Jewish Chaplains Memorial Dedicated at Arlington

The dedication of Arlington National Cemetery’s Jewish Chaplains Memorial plaque took place on Monday, October 24 at the Memorial Amphitheater. A reception followed at the Women in Military Service For America Memorial.

The memorial honors the fourteen Jewish chaplains who have perished in the nation’s wars from World War II to today–and whose names had not been inscribed on any monuments on Arlington’s Chaplains Hill. That omission was discovered four years ago by  Ken Kraetzer, the host of  the “American Legion Veterans Segment” show on WVOX radio in Westchester, N.Y. Kraetzer then worked with Jewish War Veterans of America and the Jewish Welfare Board’s Jewish Chaplains Council on a campaign to raise private funds to build the new memorial. In the months before the dedication, the memorial plaque had a tour of Jewish community centers and synagogues in ten states.
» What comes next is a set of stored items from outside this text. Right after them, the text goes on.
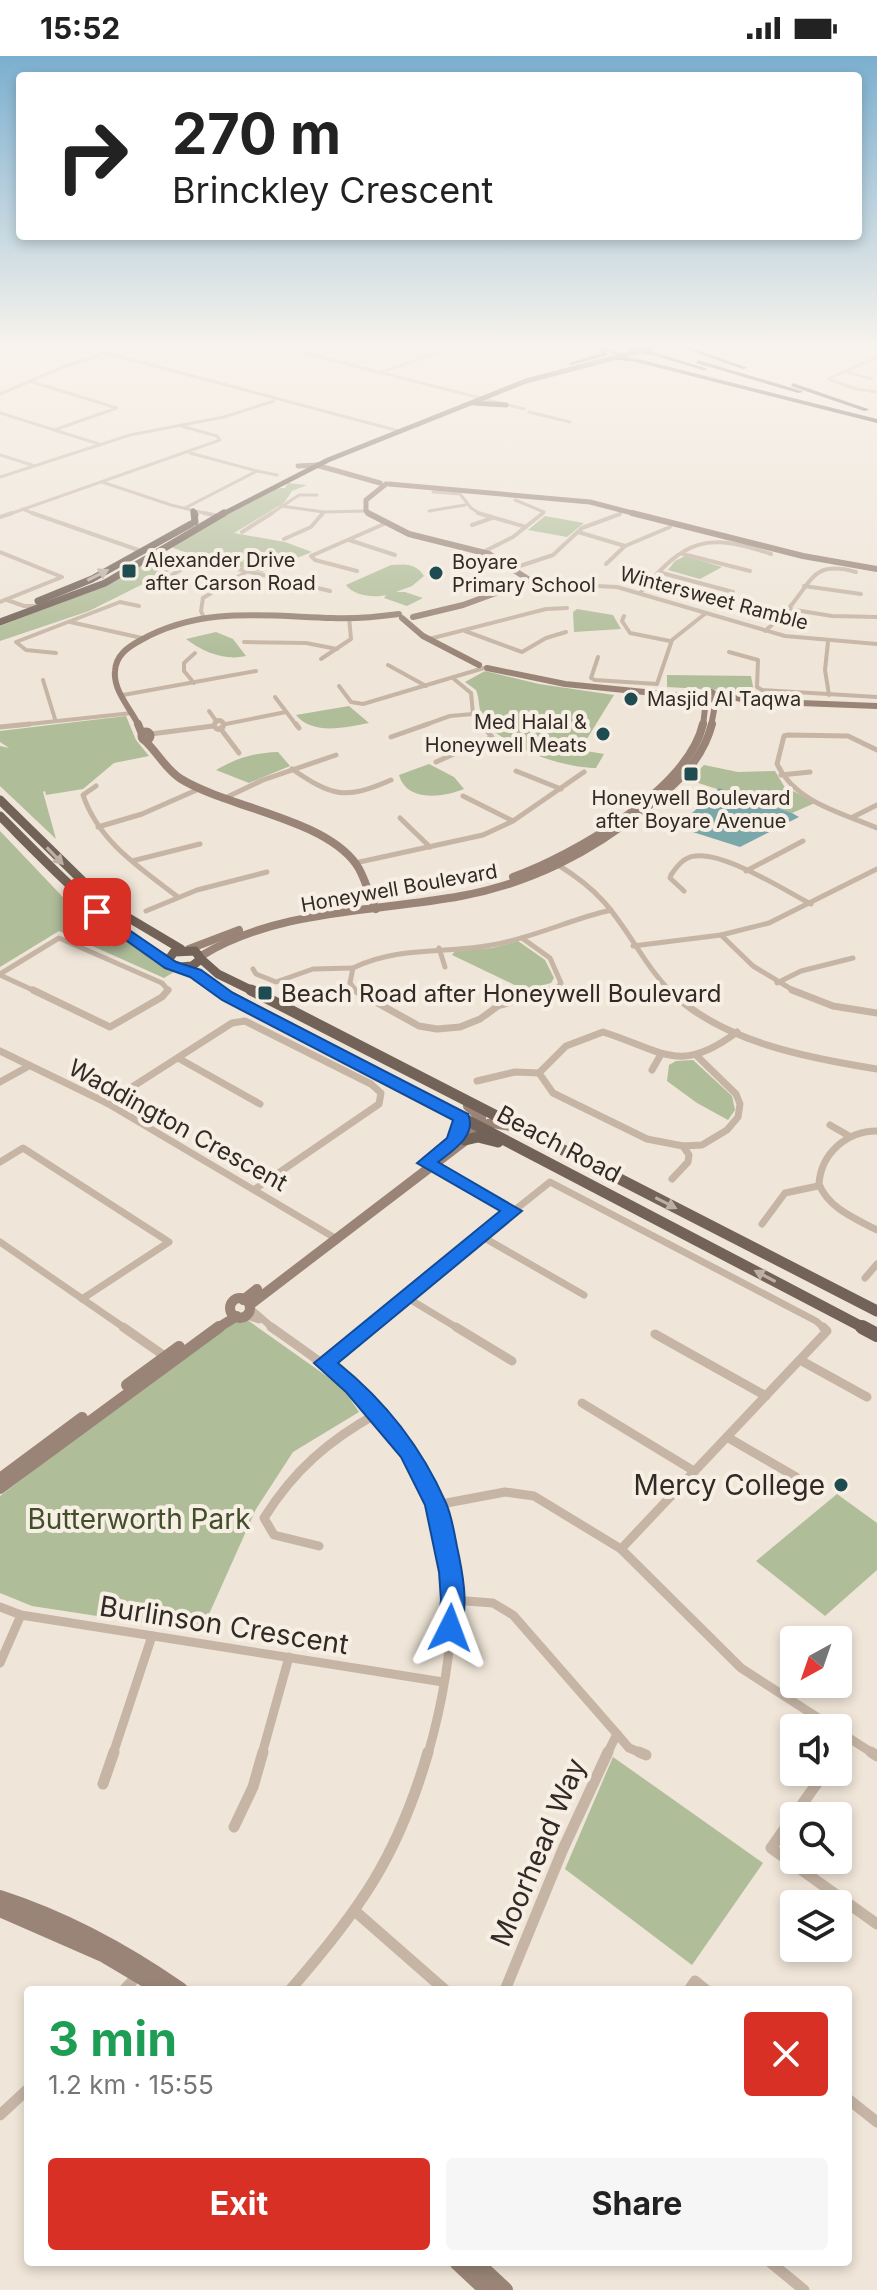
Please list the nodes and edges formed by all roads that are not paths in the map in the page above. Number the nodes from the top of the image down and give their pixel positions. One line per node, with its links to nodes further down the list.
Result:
1 (82, 450): 9 (street)
2 (193, 450): 5 (street)
3 (345, 450): 8 (main road)
4 (350, 450): 7 (main road)
5 (189, 452): 11 (street); 16 (street)
6 (0, 455): 9 (street)
7 (328, 460): 8 (main road); 10 (main road)
8 (316, 462): 10 (street); 12 (street); 13 (main road); 31 (main road)
9 (34, 466): 14 (street)
10 (329, 468): 12 (street)
11 (257, 471): 13 (street); 25 (street)
12 (337, 471): 17 (street)
13 (276, 476): 15 (main road)
14 (0, 477)
15 (266, 481)
16 (101, 482): 24 (street); 25 (street)
17 (384, 483): 26 (street); 53 (street)
18 (433, 492): 22 (street)
19 (317, 495): 23 (street)
20 (238, 496): 29 (main road)
21 (515, 500): 37 (street)
22 (465, 505): 27 (street); 33 (street)
23 (281, 506): 28 (street); 39 (street)
24 (22, 509): 32 (street); 44 (street)
25 (189, 510): 29 (street); 34 (main road)
26 (366, 510): 28 (street); 35 (street)
27 (429, 511)
28 (324, 512): 41 (street)
29 (209, 513): 31 (street); 34 (main road)
30 (620, 514): 40 (street)
31 (220, 515): 47 (main road)
32 (0, 517)
33 (492, 518): 36 (street); 37 (street)
34 (195, 522): 44 (main road)
35 (386, 525): 42 (street); 46 (street)
36 (472, 525)
37 (526, 527): 46 (street)
38 (670, 527): 43 (street)
39 (242, 532)
40 (578, 532): 43 (street); 52 (street)
41 (284, 539)
42 (349, 540): 50 (street); 54 (street)
43 (625, 546): 51 (street)
44 (142, 551): 47 (street); 73 (main road, one-way to 44)
45 (0, 552): 71 (street)
46 (479, 552): 52 (street)
47 (156, 553): 70 (main road)
48 (682, 554): 49 (street); 55 (street); 58 (street)
49 (771, 554)
50 (395, 555)
51 (606, 564)
52 (511, 567): 61 (street)
53 (877, 569)
54 (357, 571)
55 (750, 571)
56 (246, 572): 59 (street); 62 (street); 81 (street)
57 (856, 572): 63 (street)
58 (662, 573): 60 (street); 68 (street)
59 (161, 581)
60 (651, 581): 64 (street); 67 (street)
61 (531, 583): 64 (street, Wintersweet Ramble); 83 (street)
62 (296, 584): 65 (street); 66 (street)
63 (804, 586): 69 (street); 77 (street)
64 (631, 590): 67 (street, Wintersweet Ramble)
65 (285, 591)
66 (330, 591)
67 (641, 592): 78 (street, Wintersweet Ramble)
68 (733, 592)
69 (861, 594)
70 (73, 597): 74 (street); 85 (main road)
71 (10, 599): 72 (street); 73 (street); 74 (street)
72 (0, 602)
73 (35, 602): 74 (main road)
74 (24, 606): 79 (main road)
75 (139, 606): 86 (street)
76 (567, 608): 87 (street)
77 (789, 609): 84 (street); 88 (street)
78 (706, 613): 88 (street, Wintersweet Ramble); 92 (street)
79 (0, 614)
80 (624, 616): 92 (street)
81 (208, 617): 82 (street); 90 (street)
82 (352, 617): 83 (street); 96 (street)
83 (407, 617): 91 (street)
84 (877, 617)
85 (0, 622)
86 (69, 622): 90 (street); 99 (street)
87 (465, 631): 91 (street); 97 (street)
88 (765, 631): 94 (street, Wintersweet Ramble)
89 (566, 632): 97 (street)
90 (140, 639): 112 (street)
91 (431, 640): 105 (street)
92 (670, 641): 101 (street)
93 (244, 642): 96 (street)
94 (828, 642): 95 (street, Wintersweet Ramble); 113 (street)
95 (877, 644)
96 (337, 649): 102 (street)
97 (527, 651): 103 (street)
98 (729, 652): 113 (street)
99 (56, 653)
100 (195, 653): 109 (street)
101 (598, 657)
102 (321, 659)
103 (532, 660)
104 (388, 665): 111 (street)
105 (484, 666): 107 (street); 115 (street)
106 (256, 671): 109 (street)
107 (454, 679): 111 (street); 121 (street)
108 (43, 680): 122 (street)
109 (194, 683): 112 (street)
110 (339, 686): 111 (street)
111 (426, 686)
112 (122, 694): 118 (street)
113 (829, 695): 116 (street)
114 (275, 697): 120 (street)
115 (712, 697): 117 (street); 126 (street, Honeywell Boulevard); 127 (street, Honeywell Boulevard)
116 (877, 697)
117 (877, 707)
118 (131, 711): 122 (street); 128 (street)
119 (209, 711): 123 (street)
120 (286, 712): 123 (street); 125 (street)
121 (473, 714): 129 (street); 133 (street)
122 (55, 719): 124 (street)
123 (219, 725): 128 (street); 131 (street)
124 (0, 727)
125 (299, 728)
126 (702, 728): 127 (street); 134 (street, Honeywell Boulevard)
127 (712, 729): 136 (street, Honeywell Boulevard)
128 (148, 736): 143 (street)
129 (391, 737)
130 (876, 746): 140 (street)
131 (239, 753)
132 (336, 755): 135 (street)
133 (436, 762)
134 (680, 767): 136 (street); 146 (street, Honeywell Boulevard)
135 (292, 769): 141 (street); 148 (street)
136 (690, 770): 146 (street, Honeywell Boulevard)
137 (516, 771): 144 (street)
138 (584, 772): 144 (street)
139 (810, 772): 140 (street)
140 (781, 775): 151 (street)
141 (391, 780)
142 (96, 786): 154 (street)
143 (197, 788): 148 (street); 154 (street)
144 (561, 789): 153 (street)
145 (463, 796): 153 (street)
146 (652, 798): 161 (street, Honeywell Boulevard)
147 (0, 800): 177 (main road, one-way to 177)
148 (225, 800): 160 (street)
149 (877, 805): 151 (street)
150 (0, 816): 180 (main road)
151 (853, 817): 155 (street)
152 (400, 818): 158 (street)
153 (513, 821): 158 (street)
154 (98, 827): 159 (street)
155 (877, 828)
156 (803, 841): 163 (street)
157 (200, 844): 159 (street)
158 (430, 847): 160 (street)
159 (132, 861): 166 (street)
160 (354, 861): 167 (street)
161 (554, 865): 167 (street, Honeywell Boulevard); 169 (street)
162 (876, 870): 168 (street)
163 (746, 871): 165 (street); 168 (street)
164 (267, 872): 166 (street)
165 (684, 891)
166 (178, 897): 170 (street)
167 (376, 903): 171 (street, Honeywell Boulevard); 172 (street, Honeywell Boulevard)
168 (811, 904): 173 (street)
169 (611, 910): 174 (street); 175 (street)
170 (146, 911)
171 (278, 926): 172 (street); 178 (street, Honeywell Boulevard)
172 (239, 930): 177 (street, Honeywell Boulevard)
173 (721, 935): 175 (street); 186 (street)
174 (522, 938): 176 (street); 183 (street)
175 (633, 946): 188 (street)
176 (439, 948): 182 (street); 183 (street)
177 (185, 949): 178 (main road, Beach Road); 180 (main road)
178 (201, 958): 181 (main road); 199 (main road, Beach Road)
179 (853, 958): 186 (street)
180 (167, 960): 181 (main road, Beach Road)
181 (180, 967): 202 (main road, Beach Road)
182 (445, 967)
183 (353, 968): 184 (street)
184 (253, 969)
185 (0, 974): 185 (street)
186 (777, 983): 187 (street)
187 (877, 1013)
188 (737, 1032): 191 (street); 194 (street)
189 (0, 1051): 193 (street, Waddington Crescent)
190 (660, 1056): 191 (street); 195 (street); 196 (street)
191 (698, 1057): 209 (street)
192 (178, 1058): 200 (street); 201 (street); 215 (street)
193 (29, 1066): 198 (street); 200 (street, Waddington Crescent)
194 (877, 1069)
195 (652, 1070)
196 (539, 1073): 197 (street); 209 (street)
197 (477, 1081)
198 (0, 1082)
199 (447, 1091): 204 (street); 205 (main road, Beach Road)
200 (107, 1103): 215 (street, Waddington Crescent)
201 (260, 1104)
202 (461, 1117): 204 (main road, Beach Road); 208 (main road)
203 (830, 1125): 207 (street)
204 (478, 1126): 205 (street); 208 (street); 210 (main road, Beach Road)
205 (517, 1127): 218 (main road, Beach Road, one-way to 218)
206 (877, 1131): 207 (street)
207 (849, 1136): 214 (street)
208 (459, 1141): 210 (main road); 212 (street)
209 (683, 1146): 213 (street)
210 (522, 1149): 223 (main road, Beach Road)
211 (0, 1162): 228 (street)
212 (429, 1164): 216 (street); 220 (street)
213 (672, 1179)
214 (818, 1186): 217 (street); 219 (street)
215 (255, 1189): 220 (street, Waddington Crescent)
216 (513, 1211): 221 (street); 234 (street)
217 (762, 1224)
218 (716, 1229): 223 (main road); 230 (main road, Beach Road)
219 (877, 1230)
220 (332, 1236): 229 (street)
221 (481, 1236): 226 (street); 227 (street)
222 (0, 1242): 228 (street)
223 (704, 1245): 232 (main road, Beach Road, one-way to 223)
224 (877, 1264): 225 (street)
225 (865, 1278)
226 (584, 1295)
227 (406, 1297): 235 (street); 236 (street)
228 (82, 1299): 233 (street)
229 (242, 1309): 233 (street); 236 (street)
230 (877, 1311)
231 (655, 1334): 237 (street)
232 (877, 1335)
233 (168, 1358): 244 (street); 245 (street)
234 (800, 1360): 237 (street); 238 (street)
235 (512, 1361)
236 (324, 1363): 240 (street)
237 (766, 1396): 241 (street)
238 (867, 1397)
239 (582, 1403): 242 (street)
240 (378, 1413): 246 (street); 247 (street)
241 (727, 1437): 242 (street); 243 (street)
242 (694, 1471): 248 (street)
243 (796, 1477)
244 (0, 1479)
245 (0, 1488)
246 (436, 1505): 248 (street); 249 (street)
247 (319, 1546)
248 (621, 1549): 256 (street)
249 (453, 1600): 255 (street); 257 (street)
250 (0, 1607): 251 (street, Burlinson Crescent)
251 (21, 1615): 252 (street, Burlinson Crescent); 254 (street)
252 (152, 1636): 253 (street, Burlinson Crescent); 261 (street)
253 (289, 1657): 255 (street, Burlinson Crescent); 263 (street)
254 (0, 1663)
255 (443, 1682): 266 (street)
256 (811, 1714)
257 (617, 1734): 259 (street); 274 (street, Moorhead Way)
258 (852, 1740): 260 (street)
259 (646, 1755)
260 (877, 1756)
261 (103, 1784)
262 (815, 1786): 267 (street)
263 (234, 1827)
264 (0, 1898): 268 (street)
265 (0, 1909): 268 (street)
266 (356, 1912): 272 (street); 273 (street)
267 (877, 1924)
268 (143, 1969): 269 (street); 270 (street); 271 (street)
269 (128, 1986)
270 (160, 1986)
271 (173, 1986)
272 (293, 1986)
273 (440, 1986)
274 (507, 1986)
275 (24, 2093): 277 (street)
276 (852, 2102): 278 (street)
277 (0, 2115)
278 (877, 2122)
279 (463, 2266): 282 (street)
280 (478, 2266): 282 (street)
281 (775, 2266): 283 (street)
282 (493, 2287)
283 (804, 2290)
The fourteen chaplains honored on the memorial include four who died in Vietnam: Army Lt. Col. Rabbi Meir Engle, the first Jewish chaplain in Vietnam who died of a heart attack in 1964; Air Force Capt. Rabbi Joseph I. Hoenig, who was killed in a transport plane crash in Vietnam also in 1964; Army Capt. Rabbi Morton Harold Singer, who died in a plane crash in 1968; and Air Force Capt. Rabbi David Sobel, who was killed in an automobile accident in Thailand in 1974.

Those who participated in the ceremonies included Rep. Jeff Miller (R-Fla.), who chairs the House Veterans’ Affairs Committee; Rep. Debbie Wasserman Schultz (D-Fla., below ); and the West Point Jewish Choir. Also on hand: a contingent from Vietnam Veterans of America, including National President John Rowan.